The founder of Ahnlab Inc. (053800) will challenge ruling party candidate Park Geun Hye and the main opposition’s Moon Jae In to be elected to a single five-year term to govern Asia’s fourth- biggest economy, he said at a press conference today in Seoul. Ahn said he will resign from Ahnlab’s board and if elected will donate his stake in the company, worth more than $300 million.
“People are expressing their desire for political reform through me,” he said in a 15-minute speech. “By running in this presidential election, I want to fulfill their desires.”
Ahn, 50, is running second in opinion polls behind Park, and his candidacy may hinder opposition efforts to unseat the ruling party. He will have to confront questions about his lack of governing experience to win voters dissatisfied with growing income disparity and rising youth unemployment.
“Ahn and Moon will need to decide if they are going to join forces to beat Park, whose popularity is 1.5 times theirs and if so, then how,” said Jeong Han Wool, director of the Center for Public Opinion Research at East Asia Institute in Seoul. “If they choose to each go at it alone, they might end up splitting the votes, boosting Park’s chances of securing victory.”
A Sept. 10-14 poll by Seoul-based Realmeter put support for Ahn at 24.7 percent, behind Park’s 41 percent and ahead of Moon at 19.2 percent. The survey of 3,750 people had a margin of error of plus or minus 1.6 percentage points.
Shares in Ahnlab, based in Seongnam, south of Seoul, today rose as much as 5.2 percent before closing down 0.1 percent at 124,900 won. Ahn’s announcement took place at 3 p.m. as the market closed.

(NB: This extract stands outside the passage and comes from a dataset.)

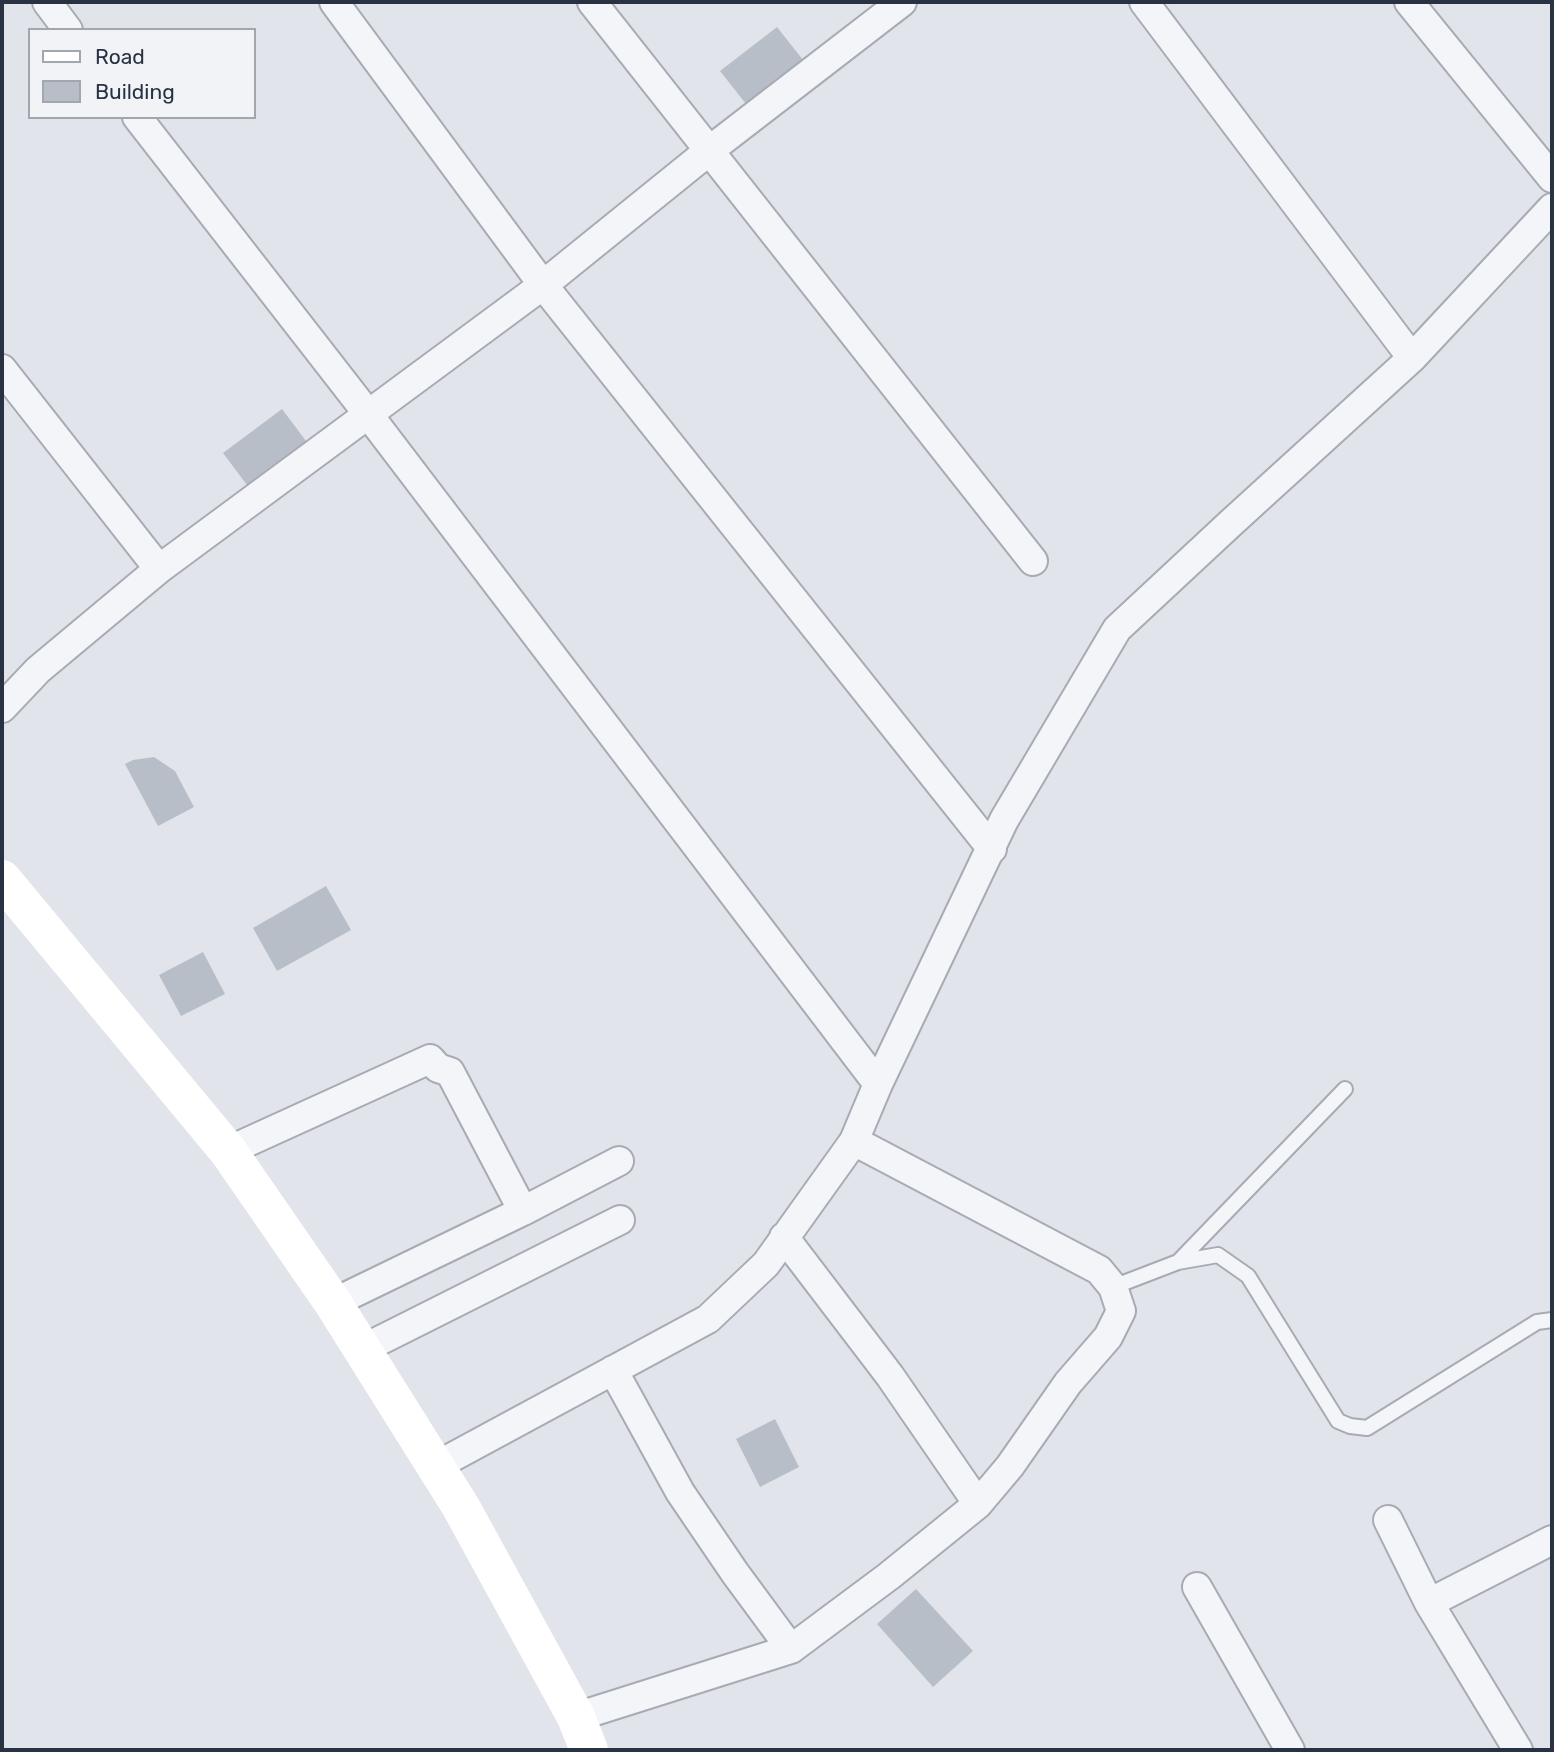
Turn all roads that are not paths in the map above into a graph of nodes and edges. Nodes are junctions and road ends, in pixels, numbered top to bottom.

Ahn, a medical doctor by training, founded Ahnlab in 1995. He currently has a 29 percent stake in the business, worth 365 billion won ($324 million), according to his spokesman, Yu Min Yeong. The Wharton MBA holder emerged as a possible candidate last October after the independent he backed won the Seoul mayoral election. He has never run for or served in public office and has never joined a political party.
“I have no political experience but I don’t know that having a lot of it is necessarily a good thing,” Ahn said. “While I lack direct political experience, my diverse range of experiences in information technology, medicine, management and education, will be a plus, never a minus.”
A critic of chaebols, the family-run conglomerates like the Samsung and Hyundai groups, Ahn called for a “new economic model” and innovation that merges welfare and growth. In his latest book, Ahn advocates banning conglomerates’ cross- shareholding and limiting their investments in subsidiaries.
The ruling New Frontier Party last month nominated Park, the never-married, eldest daughter of former dictator Park Chung Hee, who is attempting to become South Korea’s first female president. Moon, a human-rights lawyer and one-time chief of staff to former President Roh Moo Hyun, won his Democratic United Party’s nomination on Sept. 16. Moon was jailed in 1975 for joining street protests against the rule of Park’s father.
While Moon said the opposition must form a coalition with Ahn to win the presidential race, Ahn today said it was “inappropriate” to discuss such a move at this point. He did not comment on whether he will form a new political party.